- TASK BRIEF -
Report all lines in the records that hold the string "than".

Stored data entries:
- - - -
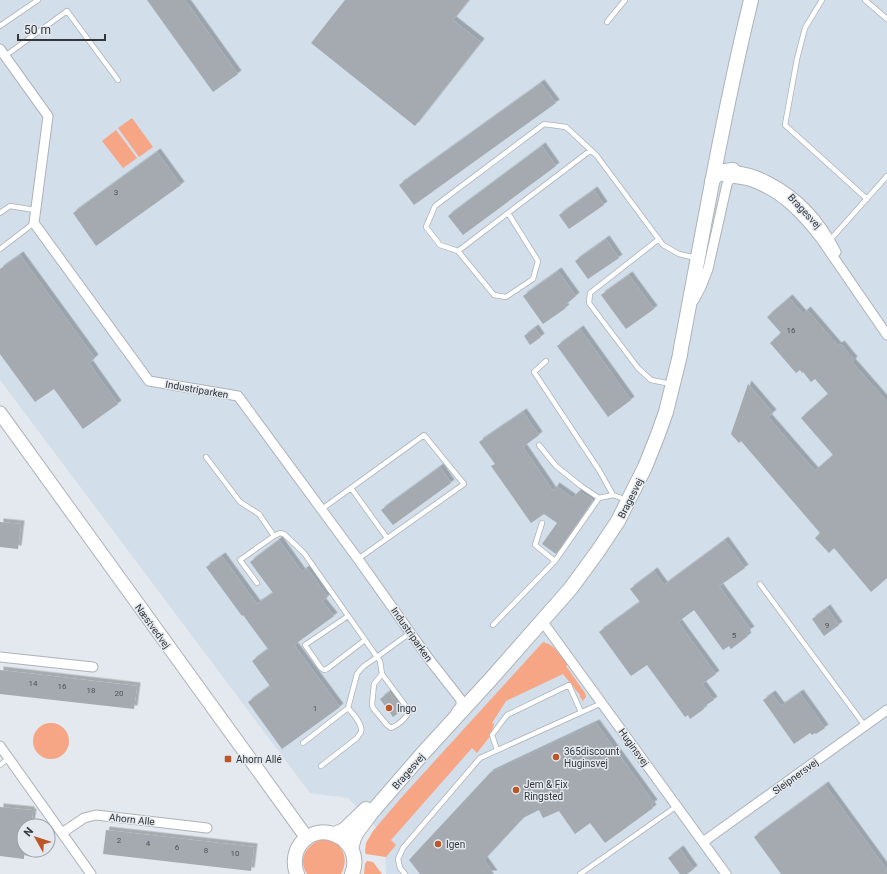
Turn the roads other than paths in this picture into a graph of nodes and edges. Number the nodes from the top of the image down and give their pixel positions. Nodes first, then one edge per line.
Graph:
1 (38, 0) edge
2 (625, 0) edge
3 (751, 0) edge
4 (755, 0) edge
5 (822, 0) edge
6 (866, 0) edge
7 (887, 19) edge
8 (607, 22) dead end
9 (0, 26) edge
10 (2, 53) edge
11 (118, 80) dead end
12 (591, 150) junction
13 (723, 173) junction
14 (887, 176) edge
15 (866, 198) junction
16 (35, 210) junction
17 (0, 213) edge
18 (508, 213) junction
19 (34, 223) junction
20 (659, 239) junction
21 (830, 240) junction
22 (0, 249) edge
23 (458, 250) junction
24 (698, 259) junction
25 (850, 282) junction
26 (887, 335) edge
27 (680, 355) junction
28 (546, 361) dead end
29 (673, 384) junction
30 (0, 413) edge
31 (540, 445) dead end
32 (206, 457) dead end
33 (351, 488) junction
34 (613, 495) junction
35 (599, 498) junction
36 (628, 501) junction
37 (322, 509) junction
38 (542, 523) dead end
39 (274, 536) junction
40 (387, 538) junction
41 (358, 559) junction
42 (555, 561) junction
43 (257, 583) dead end
44 (760, 584) dead end
45 (348, 616) junction
46 (542, 621) junction
47 (493, 625) dead end
48 (410, 633) junction
49 (365, 640) junction
50 (0, 657) edge
51 (377, 657) junction
52 (93, 667) dead end
53 (382, 674) junction
54 (467, 699) junction
55 (602, 703) junction
56 (348, 708) junction
57 (887, 710) edge
58 (582, 712) junction
59 (865, 726) junction
60 (303, 743) dead end
61 (0, 746) edge
62 (497, 750) junction
63 (9, 758) junction
64 (0, 765) edge
65 (321, 766) dead end
66 (677, 806) junction
67 (207, 828) dead end
68 (62, 833) junction
69 (335, 834) junction
70 (306, 838) junction
71 (703, 842) junction
72 (351, 849) junction
73 (91, 874) edge
74 (297, 874) edge
75 (352, 874) edge
76 (405, 874) edge
77 (580, 874) edge
78 (726, 874) edge

1 - 9 lane
2 - 8 lane
3 - 13 main road, Bragesvej
4 - 13 main road, Bragesvej
5 - 15 lane
6 - 7 lane
10 - 11 lane
10 - 16 street
12 - 18 lane
12 - 20 lane
12 - 23 lane
13 - 21 street, Bragesvej
13 - 24 main road, Bragesvej
13 - 25 street, Bragesvej
13 - 27 main road, Bragesvej
14 - 15 lane
15 - 21 lane
16 - 17 lane
16 - 19 street
18 - 23 lane
18 - 23 lane
19 - 22 lane
19 - 37 street, Industriparken
20 - 24 lane
20 - 29 lane
21 - 25 street, Bragesvej
24 - 27 main road, Bragesvej
25 - 26 street, Bragesvej
27 - 29 main road, Bragesvej
28 - 34 lane
29 - 36 main road, Bragesvej
30 - 70 main road, Næstvedvej
31 - 35 lane
32 - 39 lane
33 - 37 lane
33 - 40 lane
33 - 40 lane
34 - 35 lane
34 - 36 lane
35 - 42 lane
36 - 46 main road, Bragesvej
37 - 41 street, Industriparken
38 - 42 lane
39 - 43 lane
39 - 45 lane
40 - 41 lane
41 - 48 street, Industriparken
42 - 47 lane
44 - 59 lane
45 - 49 lane
45 - 49 lane
46 - 54 main road, Bragesvej
46 - 55 street, Huginsvej
48 - 51 lane
48 - 54 street, Industriparken
49 - 51 lane
50 - 52 street
51 - 53 lane
51 - 56 lane
53 - 53 lane
54 - 69 main road, Bragesvej
54 - 72 main road, Bragesvej
55 - 58 lane
55 - 66 street, Huginsvej
56 - 60 lane
56 - 65 lane
57 - 59 street, Sleipnersvej
58 - 62 lane
58 - 62 lane
59 - 71 street, Sleipnersvej
61 - 63 street
62 - 76 lane
63 - 64 lane
63 - 68 street
66 - 71 street, Huginsvej
66 - 77 lane
67 - 68 street, Ahorn Alle
68 - 73 street
69 - 70 main road
69 - 72 main road
70 - 74 main road
71 - 78 street, Huginsvej
72 - 75 main road

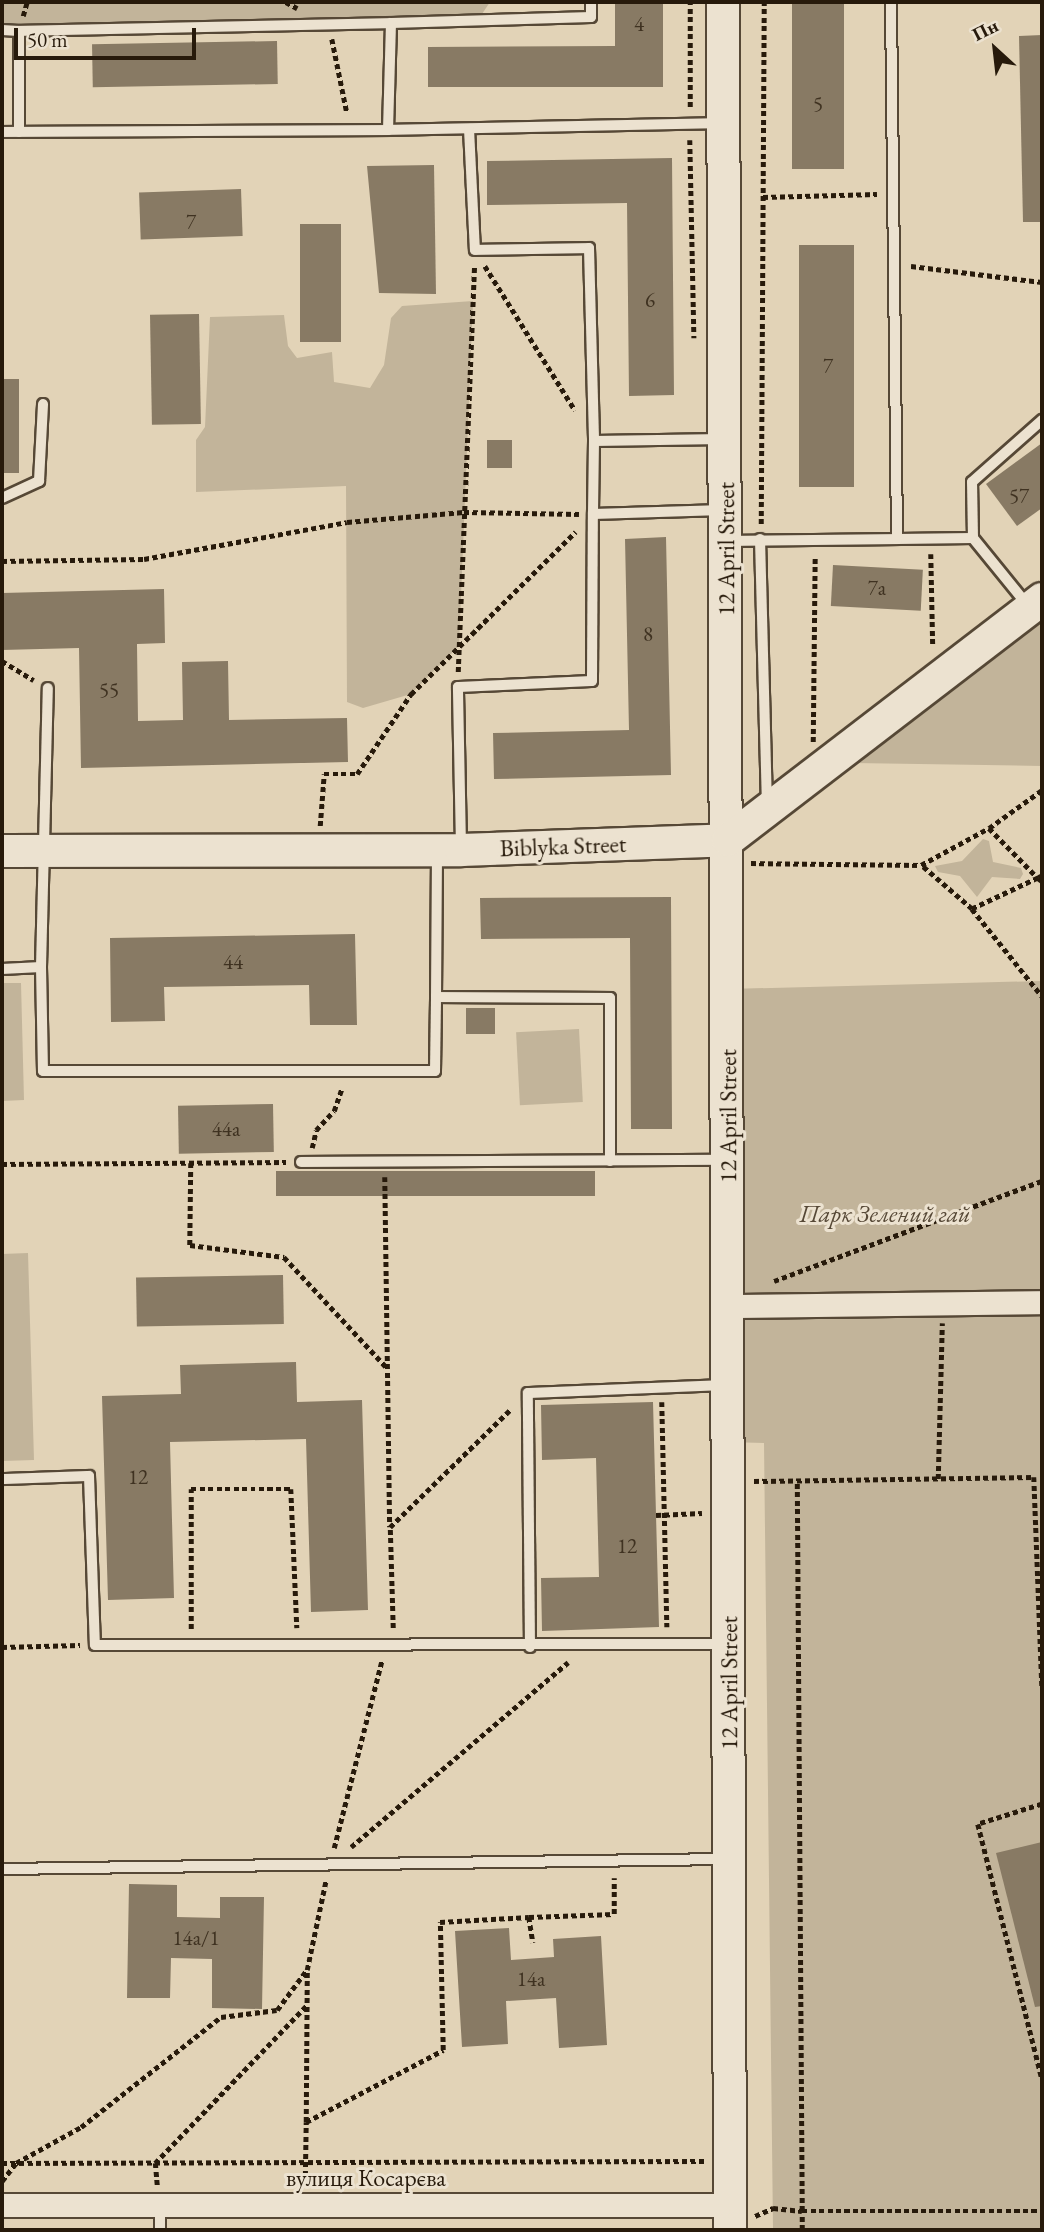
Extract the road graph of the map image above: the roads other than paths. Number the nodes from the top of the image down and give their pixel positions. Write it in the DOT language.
graph roads {
  1 [pos="591,2"];
  2 [pos="723,2"];
  3 [pos="891,2"];
  4 [pos="391,23"];
  5 [pos="2,30"];
  6 [pos="19,31"];
  7 [pos="724,123"];
  8 [pos="469,129"];
  9 [pos="388,130"];
  10 [pos="2,132"];
  11 [pos="19,132"];
  12 [pos="43,404"];
  13 [pos="1042,420"];
  14 [pos="726,439"];
  15 [pos="594,441"];
  16 [pos="2,498"];
  17 [pos="593,514"];
  18 [pos="726,526"];
  19 [pos="973,538"];
  20 [pos="760,539"];
  21 [pos="897,540"];
  22 [pos="1036,604"];
  23 [pos="48,688"];
  24 [pos="767,810"];
  25 [pos="728,840"];
  26 [pos="449,850"];
  27 [pos="2,851"];
  28 [pos="45,852"];
  29 [pos="41,967"];
  30 [pos="2,969"];
  31 [pos="436,997"];
  32 [pos="610,1161"];
  33 [pos="729,1161"];
  34 [pos="304,1162"];
  35 [pos="1042,1303"];
  36 [pos="729,1306"];
  37 [pos="729,1385"];
  38 [pos="2,1479"];
  39 [pos="729,1644"];
  40 [pos="530,1647"];
  41 [pos="730,1859"];
  42 [pos="2,1869"];
  43 [pos="160,2204"];
  44 [pos="2,2205"];
  45 [pos="738,2217"];
  46 [pos="160,2230"];
  1 -- 4 [label="lane"];
  2 -- 7 [label="street, 12 April Street"];
  3 -- 21 [label="lane"];
  4 -- 6 [label="lane"];
  4 -- 9 [label="lane"];
  5 -- 6 [label="lane"];
  6 -- 11 [label="lane"];
  7 -- 8 [label="lane"];
  7 -- 14 [label="street, 12 April Street"];
  8 -- 9 [label="lane"];
  8 -- 15 [label="lane"];
  9 -- 11 [label="lane"];
  10 -- 11 [label="lane"];
  12 -- 16 [label="lane"];
  13 -- 19 [label="lane"];
  14 -- 15 [label="lane"];
  14 -- 18 [label="street, 12 April Street"];
  15 -- 17 [label="lane"];
  17 -- 18 [label="lane"];
  17 -- 26 [label="lane"];
  18 -- 20 [label="lane"];
  18 -- 25 [label="street, 12 April Street"];
  19 -- 21 [label="lane"];
  19 -- 22 [label="lane"];
  20 -- 21 [label="lane"];
  20 -- 24 [label="lane"];
  22 -- 24 [label="street"];
  23 -- 28 [label="lane"];
  24 -- 25 [label="street"];
  25 -- 26 [label="street, Biblyka Street"];
  25 -- 33 [label="street, 12 April Street"];
  26 -- 28 [label="street, Biblyka Street"];
  26 -- 31 [label="lane"];
  27 -- 28 [label="street, Biblyka Street"];
  28 -- 29 [label="lane"];
  29 -- 30 [label="lane"];
  29 -- 31 [label="lane"];
  31 -- 32 [label="lane"];
  32 -- 33 [label="lane"];
  32 -- 34 [label="lane"];
  33 -- 36 [label="street, 12 April Street"];
  35 -- 36 [label="street"];
  36 -- 37 [label="street, 12 April Street"];
  37 -- 39 [label="street, 12 April Street"];
  37 -- 40 [label="lane"];
  38 -- 40 [label="lane"];
  39 -- 40 [label="lane"];
  39 -- 41 [label="street, 12 April Street"];
  41 -- 42 [label="lane"];
  41 -- 45 [label="street, 12 April Street"];
  43 -- 44 [label="street, вулиця Косарєва"];
  43 -- 45 [label="street, вулиця Косарєва"];
  43 -- 46 [label="lane"];
}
- - - -
- EXERCISE RESPONSE -
Turn the roads other than paths in this picture into a graph of nodes and edges. Number the nodes from the top of the image down and give their pixel positions. Nodes first, then one edge per line.
Extract the road graph of the map image above: the roads other than paths. Number the nodes from the top of the image down and give their pixel positions. Write it in the DOT language.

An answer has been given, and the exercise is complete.